Kabul: Oil prices surged on Monday as the world’s major oil-producing nations agreed to cut output at the same time as a price cap placed on Russian seaborne crude oil by the G7 and its allies came into force.

The US, Canada, the UK, France, Germany, Italy, and Japan, as well as the rest of the EU and some other Western allies, on Friday agreed to cap the price paid for Russian seaborne crude oil at $60 (£49) a barrel as part of an international campaign in response to Russia’s invasion of Ukraine.

Global benchmark Brent crude surged by up to 1.95 per cent at one point on Monday to hit $87.24 a barrel and US West Texas Intermediate gained 1.8 per cent to $81.38 a barrel, though both have since come down slightly.

Russia said it was preparing its response to the Western allies’ move, describing it as a “step towards destabilising world energy markets”.

Kremlin spokesperson Dmitry Peskov insisted the price cap would not hurt Moscow’s intentions in Ukraine. “Russia and the Russian economy have the required capacity to fully meet the needs and requirements of the special military operation,” he said.

The change in oil prices was also attributed to the decision by the Saudi-led Opec+ grouping of producing countries, which includes Russia, to stick to its policy of reducing output.

The 23-country Opec+ agreed to stick to their October plan to reduce output by 2 million barrels per day (bpd) from November through 2023.

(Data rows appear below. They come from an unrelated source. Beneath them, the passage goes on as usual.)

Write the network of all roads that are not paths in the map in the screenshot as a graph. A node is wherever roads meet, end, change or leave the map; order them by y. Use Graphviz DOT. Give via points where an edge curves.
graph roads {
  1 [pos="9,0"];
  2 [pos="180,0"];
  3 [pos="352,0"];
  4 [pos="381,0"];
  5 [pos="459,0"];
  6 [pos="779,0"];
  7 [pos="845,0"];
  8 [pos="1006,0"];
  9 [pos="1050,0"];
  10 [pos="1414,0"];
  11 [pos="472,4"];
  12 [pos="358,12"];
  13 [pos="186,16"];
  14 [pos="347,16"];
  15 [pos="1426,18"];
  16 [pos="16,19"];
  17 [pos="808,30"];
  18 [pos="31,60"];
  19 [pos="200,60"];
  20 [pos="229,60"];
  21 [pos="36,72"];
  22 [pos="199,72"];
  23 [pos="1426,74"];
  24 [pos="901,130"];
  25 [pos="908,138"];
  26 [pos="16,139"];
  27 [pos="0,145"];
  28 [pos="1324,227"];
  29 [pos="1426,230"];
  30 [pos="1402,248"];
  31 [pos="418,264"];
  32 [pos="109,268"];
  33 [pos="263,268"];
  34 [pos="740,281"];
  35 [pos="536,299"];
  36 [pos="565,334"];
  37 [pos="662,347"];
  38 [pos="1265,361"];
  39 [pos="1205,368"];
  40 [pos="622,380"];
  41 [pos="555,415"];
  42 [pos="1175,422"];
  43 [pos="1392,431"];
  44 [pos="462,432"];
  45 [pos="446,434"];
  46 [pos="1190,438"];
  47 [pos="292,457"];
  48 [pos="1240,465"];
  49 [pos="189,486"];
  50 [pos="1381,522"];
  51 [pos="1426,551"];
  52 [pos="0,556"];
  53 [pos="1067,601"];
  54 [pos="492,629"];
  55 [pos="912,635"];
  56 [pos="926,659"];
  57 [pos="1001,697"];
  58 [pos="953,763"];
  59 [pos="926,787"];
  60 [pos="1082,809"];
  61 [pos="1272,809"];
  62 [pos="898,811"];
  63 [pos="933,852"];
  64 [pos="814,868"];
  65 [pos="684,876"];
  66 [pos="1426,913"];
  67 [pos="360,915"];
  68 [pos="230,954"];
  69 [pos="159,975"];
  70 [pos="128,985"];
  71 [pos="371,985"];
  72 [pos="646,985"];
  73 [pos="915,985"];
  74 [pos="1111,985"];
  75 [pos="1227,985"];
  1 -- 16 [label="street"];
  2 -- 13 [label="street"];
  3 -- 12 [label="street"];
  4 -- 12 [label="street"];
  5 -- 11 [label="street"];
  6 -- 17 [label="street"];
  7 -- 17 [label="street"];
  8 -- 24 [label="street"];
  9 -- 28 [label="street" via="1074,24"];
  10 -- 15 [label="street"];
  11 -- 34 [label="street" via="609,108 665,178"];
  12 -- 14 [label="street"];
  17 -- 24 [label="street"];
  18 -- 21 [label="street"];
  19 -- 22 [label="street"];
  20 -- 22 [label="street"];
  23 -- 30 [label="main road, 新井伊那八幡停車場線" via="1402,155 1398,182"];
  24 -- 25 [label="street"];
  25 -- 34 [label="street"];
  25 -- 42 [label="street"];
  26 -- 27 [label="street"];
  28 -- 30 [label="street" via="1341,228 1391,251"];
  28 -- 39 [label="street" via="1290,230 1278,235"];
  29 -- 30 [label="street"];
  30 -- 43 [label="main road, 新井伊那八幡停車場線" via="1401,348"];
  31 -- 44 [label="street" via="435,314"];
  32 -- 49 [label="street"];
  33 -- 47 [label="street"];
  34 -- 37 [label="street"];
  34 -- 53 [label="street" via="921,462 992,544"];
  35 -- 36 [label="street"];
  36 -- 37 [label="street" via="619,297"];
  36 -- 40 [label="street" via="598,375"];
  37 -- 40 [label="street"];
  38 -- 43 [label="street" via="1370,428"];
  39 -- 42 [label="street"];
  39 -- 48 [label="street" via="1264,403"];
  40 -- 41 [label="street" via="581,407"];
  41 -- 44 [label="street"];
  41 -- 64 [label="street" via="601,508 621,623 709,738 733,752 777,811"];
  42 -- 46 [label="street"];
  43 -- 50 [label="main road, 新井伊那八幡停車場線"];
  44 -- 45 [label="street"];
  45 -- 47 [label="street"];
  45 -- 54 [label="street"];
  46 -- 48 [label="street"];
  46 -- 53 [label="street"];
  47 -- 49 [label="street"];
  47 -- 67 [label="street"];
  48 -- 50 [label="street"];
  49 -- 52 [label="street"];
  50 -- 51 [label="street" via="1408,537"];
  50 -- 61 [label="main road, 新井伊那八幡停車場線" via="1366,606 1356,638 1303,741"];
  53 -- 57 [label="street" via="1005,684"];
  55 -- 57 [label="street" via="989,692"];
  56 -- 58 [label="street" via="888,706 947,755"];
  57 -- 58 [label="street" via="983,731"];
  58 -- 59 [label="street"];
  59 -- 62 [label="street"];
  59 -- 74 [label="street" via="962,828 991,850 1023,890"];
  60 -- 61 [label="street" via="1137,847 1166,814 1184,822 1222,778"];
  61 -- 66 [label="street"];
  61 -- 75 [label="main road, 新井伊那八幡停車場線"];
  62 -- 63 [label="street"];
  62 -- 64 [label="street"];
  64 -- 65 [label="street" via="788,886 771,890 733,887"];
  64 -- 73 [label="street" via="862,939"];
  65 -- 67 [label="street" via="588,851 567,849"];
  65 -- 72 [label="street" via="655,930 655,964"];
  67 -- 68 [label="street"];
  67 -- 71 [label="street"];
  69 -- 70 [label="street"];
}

The price cap will mean Russian oil can only be shipped to third-party countries using G7 and EU tankers, insurance companies and credit institutions if the cargo has been bought at or below the $60 per barrel cap.

The $60 figure is a compromise after two groupings within a divided EU struggled to place the price cap at two different thresholds. While some European maritime nations demanded a price cap at or above $70 a barrel, other countries called for the cap be set at or around $30 a barrel.

Eventually, negotiators set it at a price point that is close to what major buyers of Russian oil, such as India and China, are currently paying.

The price cap coincides with the EU banning seaborne imports of Russian crude from Monday.